The HbA1C test has come under particular scrutiny. This study in the American Journal of Medical Sciences found that the HbA1C test was poor at predicting prediabetes and that clinicians should refer patients for additional oral glucose testing.
Other findings suggest a strong genetic component in HbA1C, concluding that it’s inherently imprecise. Similarly, another study in Metabolic Syndrome and Related Disorders concluded: “It is important to consider that HbA1c values below 6.5% (for diabetes) and 5.7% (for prediabetes) do not reliably exclude the presence of diabetes and prediabetes, respectively.”

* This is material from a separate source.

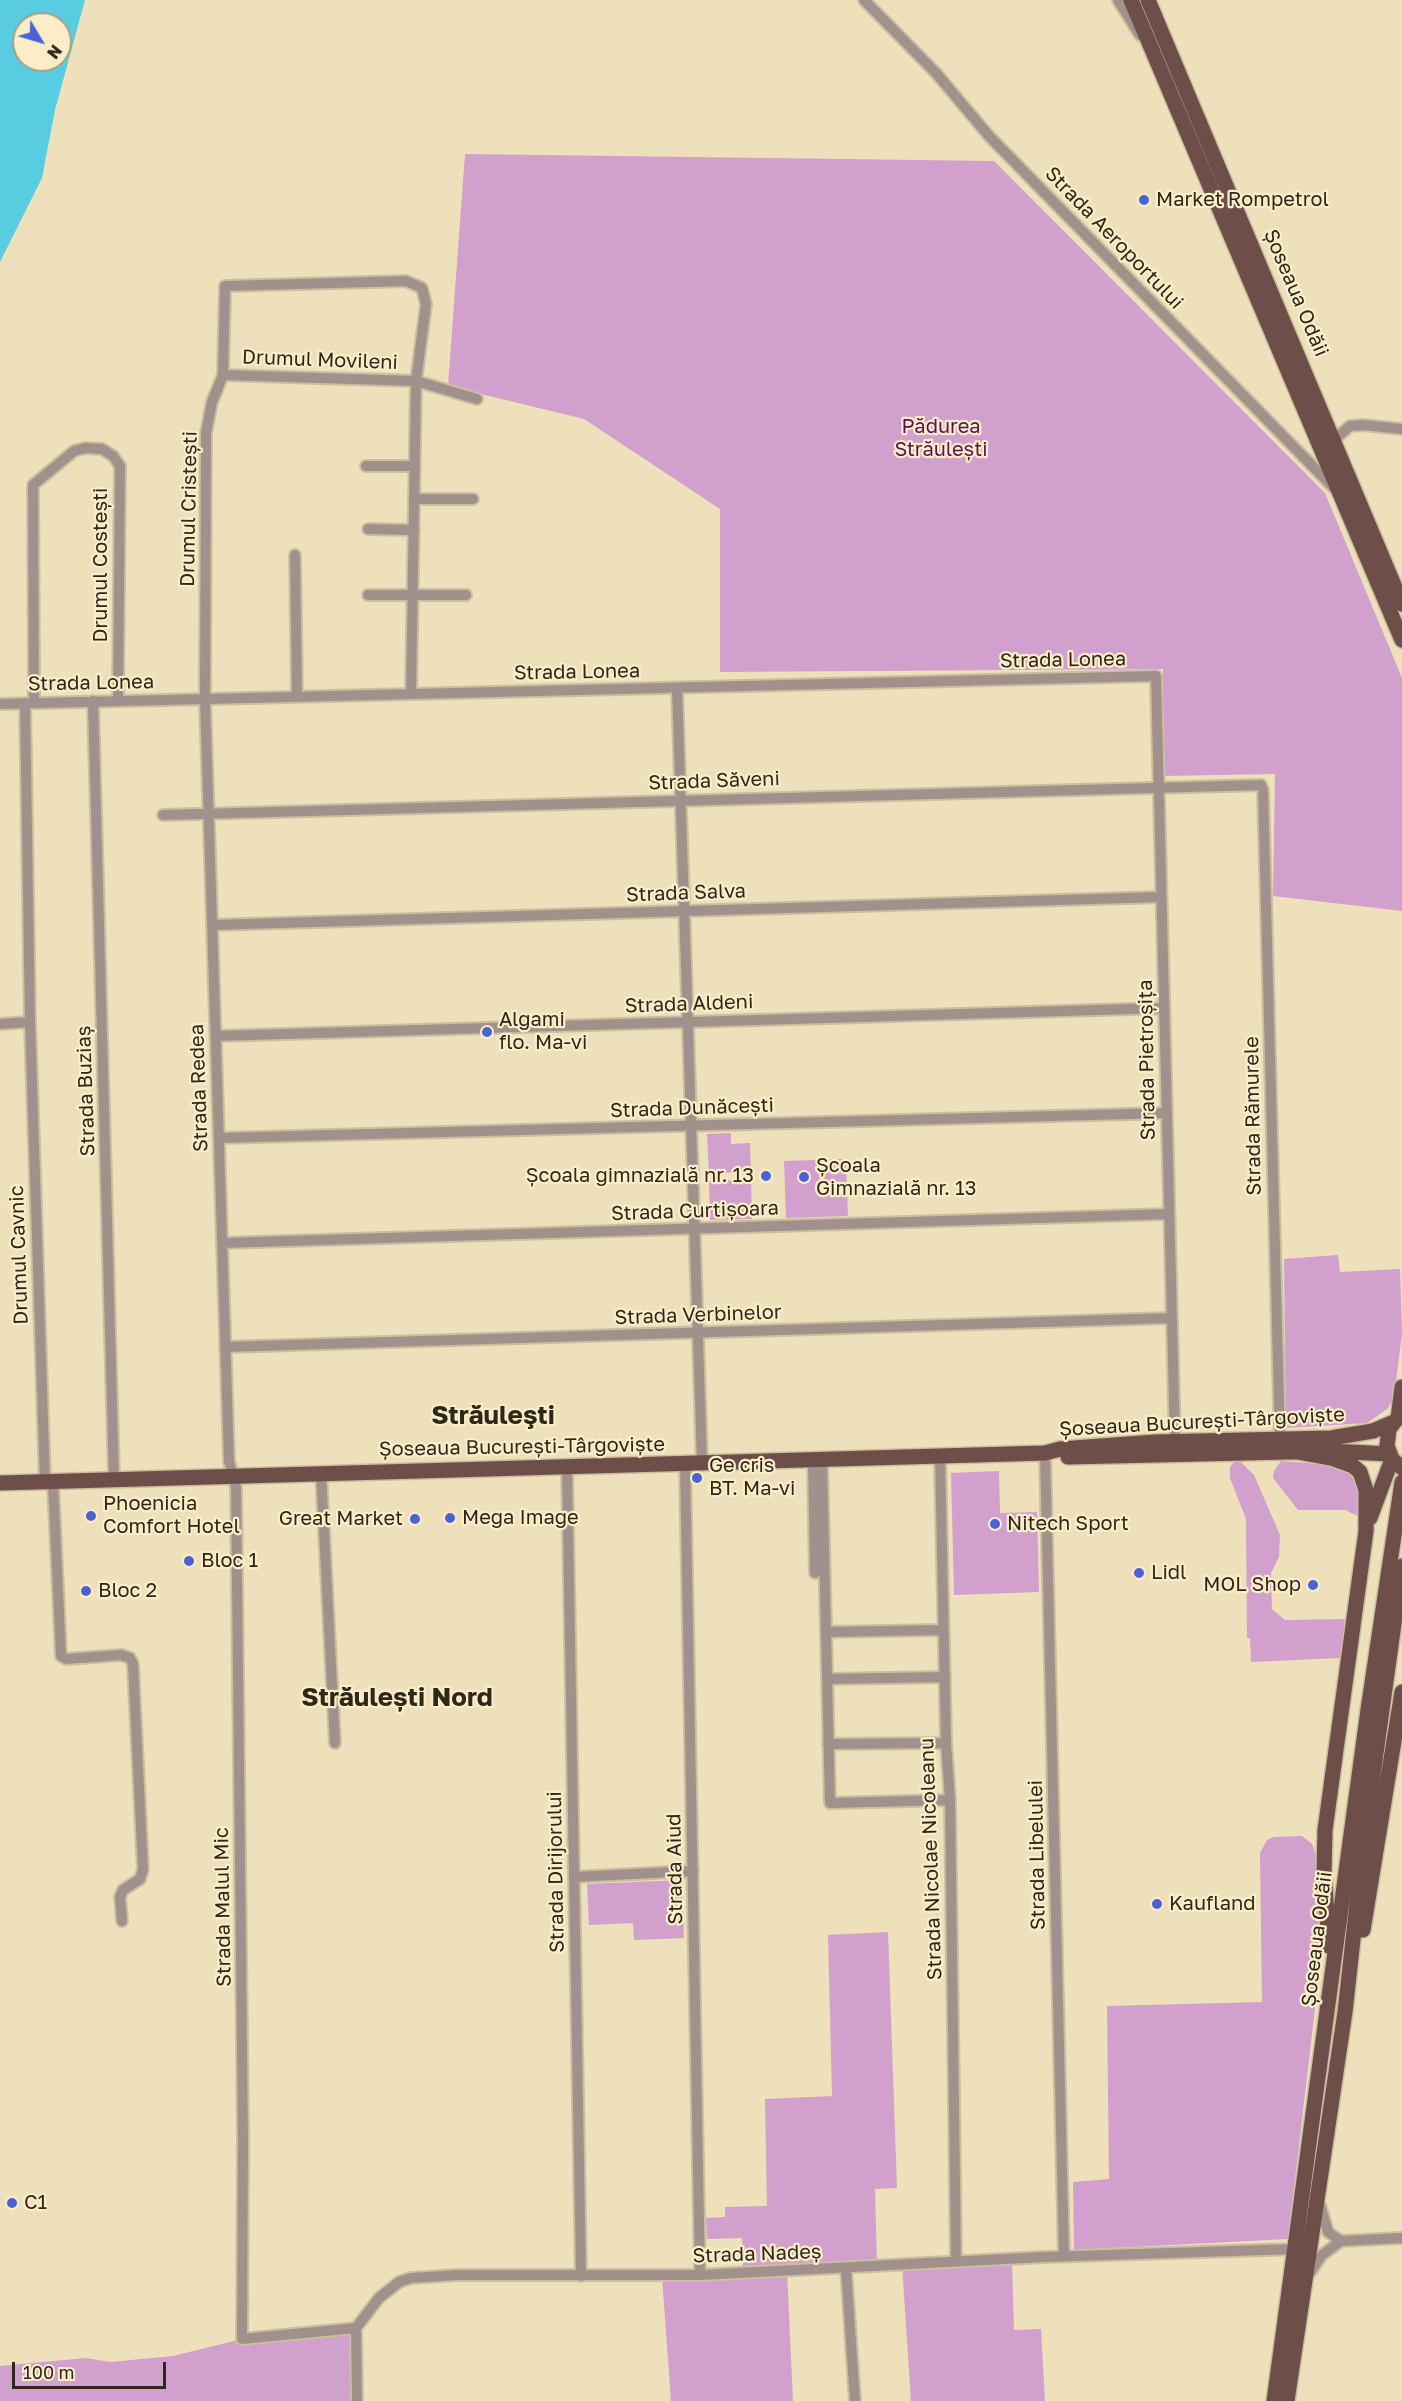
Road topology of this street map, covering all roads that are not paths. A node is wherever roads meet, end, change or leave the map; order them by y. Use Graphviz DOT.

Since the A1C test measures glycated hemoglobin (HbA1c), it’s vulnerable to a myriad of factors affecting HbA1c lifespan and function.
Adding another twist to the debate is a study published in March 2023 which found that the HbA1c test was superior to the IFG (impaired fasting glucose) test for predicting severe diabetic complications, in this case adverse cardiovascular outcomes, in vulnerable individuals.
To further salt the wound, evidence surrounding the testing and diagnosis of prediabetes is often contradictory.
● For example, this study from the American Journal of Hypertension says: “The combination of FPG and HbA1c is a reasonable alternative to the generally recommended OGTT for the screening of diabetes”. The authors found the use of the OGTT as the gold standard warrants skepticism.
● Whereas, this one in the American Journal of Medical Science says, “Patients with HbA1c of 5.7% to 6.4% should undergo OGTT to confirm diagnosis of dysglycemia.” The authors reinforce the OGTT as the gold standard.
IGT and IFG are also affected by those who are hypoglycemic, anemic, exhibit altered hematocrit (percentage of red blood cells in the blood), and hypotensive. As such, this study published in Clinical Chemistry and Laboratory Medicine found poor replicability for both of these tests, advising caution for interpreting a single test result.
To further muddy the waters, test conditions are highly influenceable. For example, we know that, for example, eating dinner early improves 24-hour blood glucose levels. Fasting overnight after eating salads all day is likely more favorable for a fasting glucose test than fasting overnight after consuming sodas and fast food all day.
Hormones concentrations in the morning, the “Dawn Phenomenon,” can also affect test results, particularly in those with hormonal conditions. The Dawn Phenomenon is a normal hormonal reflex which increases blood sugar levels in the early morning. For most, this peaks around 3 am to 4 am, but it can extend to 8 am for some, which may feasibly impact glucose test results.
Moreover, diabetes tests often use subsidized rapid test strips with short expiry dates. They’re also affected by variables like temperature, humidity, and quality of blood samples, with error rates of around 12 to 15% in some cases.
In summary, the evidence suggests prediabetes diagnosis is highly sensitive to diagnostic and individual factors.
A review of prediabetes published in the World Journal of Diabetes concludes, to this effect, “the criteria used to define prediabetes needs to be refined in accordance to the long-term medical outcomes.”
Prediabetes screening and diagnosis are becoming more common worldwide, but this presents new challenges for clinicians and health management.
For example, in the UK, the national rollout of the new Diabetes Prevention Programme (DPP) has vastly increased the number of people diagnosed with prediabetes. Clinicians are now raising concerns about the tests and criteria used to define prediabetes and also the social ramifications of creating a ‘new disease’ that may cause depression, anxiety, and stigma.
Harnessing prediabetes diagnosis for positive change is essential. That includes establishing clear guidelines for testing, effectively communicating results with patients, and establishing personalized treatment strategies.
Among all of this, there is at least one positive thing about prediabetes: it’s reversible.
Lifestyle changes such as diet and exercise can reduce risk by 40% to 70% or more, with the added bonus of reducing risk factors for numerous other diseases and disorders.